◆ YOUR GOAL ◆
Some lines below hold "road". Pick them out and copy them.

[Collected data entries]
☆ ☆ ☆ ☆ ☆ ☆ ☆

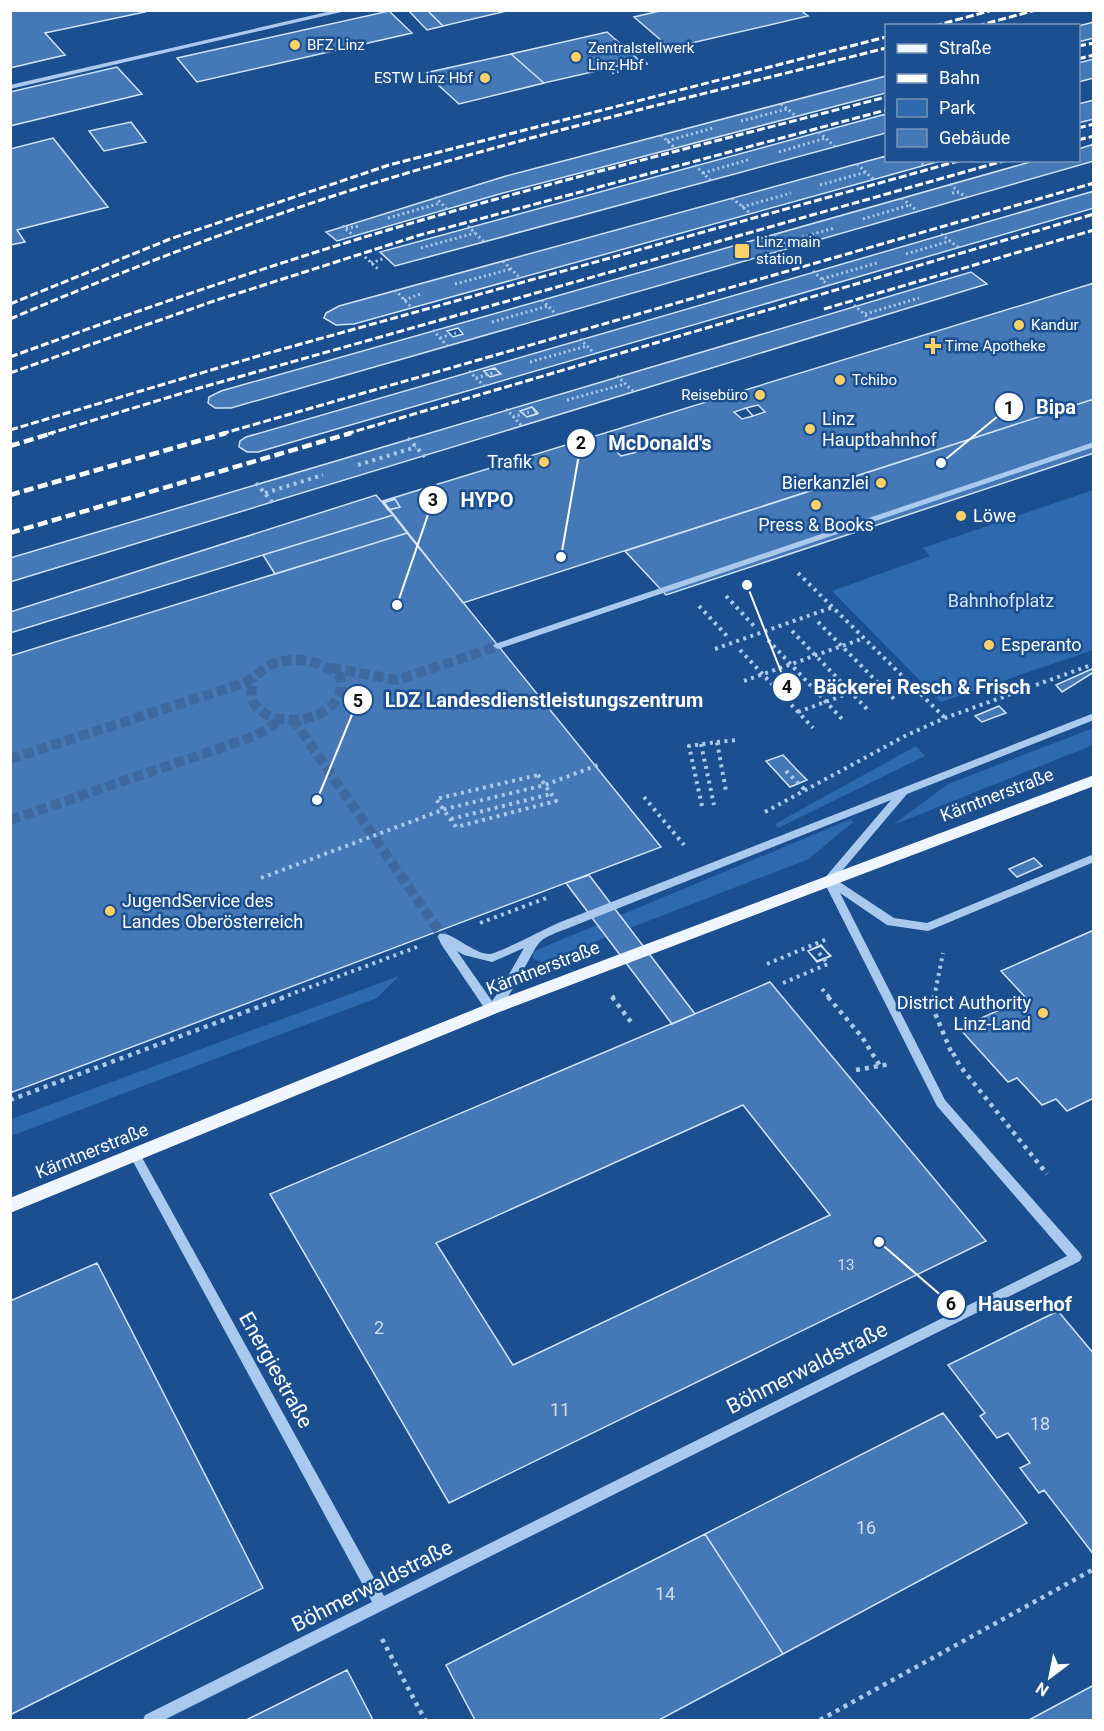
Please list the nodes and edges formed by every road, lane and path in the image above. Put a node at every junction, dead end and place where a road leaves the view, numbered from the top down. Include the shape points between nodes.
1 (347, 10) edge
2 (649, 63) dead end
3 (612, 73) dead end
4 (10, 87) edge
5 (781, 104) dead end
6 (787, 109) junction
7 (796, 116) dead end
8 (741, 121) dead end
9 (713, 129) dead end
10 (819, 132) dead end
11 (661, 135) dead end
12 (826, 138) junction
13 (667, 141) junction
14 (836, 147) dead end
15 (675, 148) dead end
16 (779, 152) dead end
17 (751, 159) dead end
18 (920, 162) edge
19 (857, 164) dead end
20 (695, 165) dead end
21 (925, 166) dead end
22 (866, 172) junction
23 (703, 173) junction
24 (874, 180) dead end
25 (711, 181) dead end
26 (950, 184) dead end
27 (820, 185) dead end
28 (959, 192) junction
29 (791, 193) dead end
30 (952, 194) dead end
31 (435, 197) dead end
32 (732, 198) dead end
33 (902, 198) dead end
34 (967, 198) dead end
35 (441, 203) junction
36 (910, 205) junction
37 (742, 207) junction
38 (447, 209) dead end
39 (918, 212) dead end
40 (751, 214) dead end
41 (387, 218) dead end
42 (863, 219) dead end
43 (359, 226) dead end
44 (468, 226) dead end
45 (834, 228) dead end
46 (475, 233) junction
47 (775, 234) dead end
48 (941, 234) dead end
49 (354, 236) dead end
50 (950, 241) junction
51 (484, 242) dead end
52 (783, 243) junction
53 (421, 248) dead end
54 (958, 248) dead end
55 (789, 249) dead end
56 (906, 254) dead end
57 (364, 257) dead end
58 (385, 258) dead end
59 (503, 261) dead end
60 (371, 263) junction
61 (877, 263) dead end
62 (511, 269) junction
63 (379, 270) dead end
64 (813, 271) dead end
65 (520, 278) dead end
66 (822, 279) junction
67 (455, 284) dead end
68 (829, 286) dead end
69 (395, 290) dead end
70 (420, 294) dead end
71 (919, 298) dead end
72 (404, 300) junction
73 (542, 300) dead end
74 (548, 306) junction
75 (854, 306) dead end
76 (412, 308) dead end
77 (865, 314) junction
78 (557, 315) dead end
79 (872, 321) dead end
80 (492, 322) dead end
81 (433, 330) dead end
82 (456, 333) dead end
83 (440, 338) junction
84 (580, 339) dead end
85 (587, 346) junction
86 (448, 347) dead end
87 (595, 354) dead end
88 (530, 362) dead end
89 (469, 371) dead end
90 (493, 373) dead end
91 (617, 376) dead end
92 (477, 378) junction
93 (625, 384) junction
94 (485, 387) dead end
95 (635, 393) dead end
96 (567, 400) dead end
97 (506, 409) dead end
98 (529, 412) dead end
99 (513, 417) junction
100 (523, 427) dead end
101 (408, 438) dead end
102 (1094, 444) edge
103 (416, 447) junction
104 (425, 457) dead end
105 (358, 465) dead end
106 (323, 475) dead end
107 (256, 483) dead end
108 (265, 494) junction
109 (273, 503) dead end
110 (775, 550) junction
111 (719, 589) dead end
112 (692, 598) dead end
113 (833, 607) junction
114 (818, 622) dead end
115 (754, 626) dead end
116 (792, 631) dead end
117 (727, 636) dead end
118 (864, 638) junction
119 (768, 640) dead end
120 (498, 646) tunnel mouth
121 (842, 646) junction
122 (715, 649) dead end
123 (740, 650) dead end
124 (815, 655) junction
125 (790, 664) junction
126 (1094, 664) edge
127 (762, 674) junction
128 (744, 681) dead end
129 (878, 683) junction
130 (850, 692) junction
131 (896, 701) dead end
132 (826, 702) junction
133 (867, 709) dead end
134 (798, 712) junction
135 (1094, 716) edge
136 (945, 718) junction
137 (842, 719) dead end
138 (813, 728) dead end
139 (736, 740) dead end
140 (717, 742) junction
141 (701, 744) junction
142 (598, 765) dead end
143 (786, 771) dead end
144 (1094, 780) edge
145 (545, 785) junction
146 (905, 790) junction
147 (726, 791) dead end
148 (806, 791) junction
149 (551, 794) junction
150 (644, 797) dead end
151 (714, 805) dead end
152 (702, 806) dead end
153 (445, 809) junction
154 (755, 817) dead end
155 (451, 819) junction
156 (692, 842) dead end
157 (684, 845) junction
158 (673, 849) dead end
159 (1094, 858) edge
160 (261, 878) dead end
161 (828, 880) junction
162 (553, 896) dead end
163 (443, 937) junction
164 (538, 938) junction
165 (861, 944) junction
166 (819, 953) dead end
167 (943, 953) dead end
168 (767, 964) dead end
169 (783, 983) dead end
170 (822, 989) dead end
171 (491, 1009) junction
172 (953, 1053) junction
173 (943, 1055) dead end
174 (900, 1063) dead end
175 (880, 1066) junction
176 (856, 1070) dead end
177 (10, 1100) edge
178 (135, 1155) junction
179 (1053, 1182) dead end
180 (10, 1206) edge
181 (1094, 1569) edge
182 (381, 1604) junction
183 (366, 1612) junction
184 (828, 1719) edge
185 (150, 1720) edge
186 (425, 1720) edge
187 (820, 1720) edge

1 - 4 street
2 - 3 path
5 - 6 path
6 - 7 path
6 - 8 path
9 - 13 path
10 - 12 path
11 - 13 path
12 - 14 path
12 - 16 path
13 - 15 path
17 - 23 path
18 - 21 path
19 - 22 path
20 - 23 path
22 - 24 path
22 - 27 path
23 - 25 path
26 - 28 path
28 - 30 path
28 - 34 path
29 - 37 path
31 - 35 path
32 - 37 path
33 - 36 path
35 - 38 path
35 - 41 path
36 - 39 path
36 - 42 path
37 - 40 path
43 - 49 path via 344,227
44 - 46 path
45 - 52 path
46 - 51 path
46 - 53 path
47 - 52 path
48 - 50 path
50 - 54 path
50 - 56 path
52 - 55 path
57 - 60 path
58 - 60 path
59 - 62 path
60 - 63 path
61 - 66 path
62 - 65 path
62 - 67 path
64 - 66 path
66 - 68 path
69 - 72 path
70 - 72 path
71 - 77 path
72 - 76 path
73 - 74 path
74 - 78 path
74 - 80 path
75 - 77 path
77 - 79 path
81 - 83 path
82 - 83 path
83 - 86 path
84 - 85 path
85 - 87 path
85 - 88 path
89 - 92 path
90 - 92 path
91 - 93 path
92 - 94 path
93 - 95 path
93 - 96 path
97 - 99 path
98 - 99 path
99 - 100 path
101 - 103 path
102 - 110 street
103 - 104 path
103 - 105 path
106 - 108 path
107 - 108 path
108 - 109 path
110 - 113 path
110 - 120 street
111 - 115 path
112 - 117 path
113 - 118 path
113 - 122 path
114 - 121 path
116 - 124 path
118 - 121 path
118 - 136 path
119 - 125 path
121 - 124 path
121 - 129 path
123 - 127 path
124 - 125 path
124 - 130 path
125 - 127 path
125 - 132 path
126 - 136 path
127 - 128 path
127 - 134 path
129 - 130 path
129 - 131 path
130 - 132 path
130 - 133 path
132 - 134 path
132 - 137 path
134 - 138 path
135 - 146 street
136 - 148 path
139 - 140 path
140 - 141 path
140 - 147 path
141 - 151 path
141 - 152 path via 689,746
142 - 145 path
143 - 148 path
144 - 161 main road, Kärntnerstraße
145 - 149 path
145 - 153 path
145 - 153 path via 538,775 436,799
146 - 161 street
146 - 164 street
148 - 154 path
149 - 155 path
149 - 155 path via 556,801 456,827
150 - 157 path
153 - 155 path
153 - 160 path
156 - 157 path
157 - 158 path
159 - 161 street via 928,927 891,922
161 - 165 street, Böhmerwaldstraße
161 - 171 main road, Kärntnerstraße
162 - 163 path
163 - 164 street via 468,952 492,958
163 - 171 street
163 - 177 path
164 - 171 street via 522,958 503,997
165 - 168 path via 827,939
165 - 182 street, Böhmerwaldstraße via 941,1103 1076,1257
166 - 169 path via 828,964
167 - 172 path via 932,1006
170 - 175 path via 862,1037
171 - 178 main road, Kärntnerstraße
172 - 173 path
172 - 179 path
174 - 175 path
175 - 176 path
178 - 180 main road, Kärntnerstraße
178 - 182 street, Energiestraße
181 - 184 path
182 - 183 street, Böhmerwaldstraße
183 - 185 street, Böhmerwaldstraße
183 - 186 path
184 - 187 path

☆ ☆ ☆ ☆ ☆ ☆ ☆

◆ REPLY ◆
Please list the nodes and edges formed by every road, lane and path in the image above. Put a node at every junction, dead end and place where a road leaves the view, numbered from the top down. Include the shape points between nodes.
144 - 161 main road, Kärntnerstraße
161 - 171 main road, Kärntnerstraße
171 - 178 main road, Kärntnerstraße
178 - 180 main road, Kärntnerstraße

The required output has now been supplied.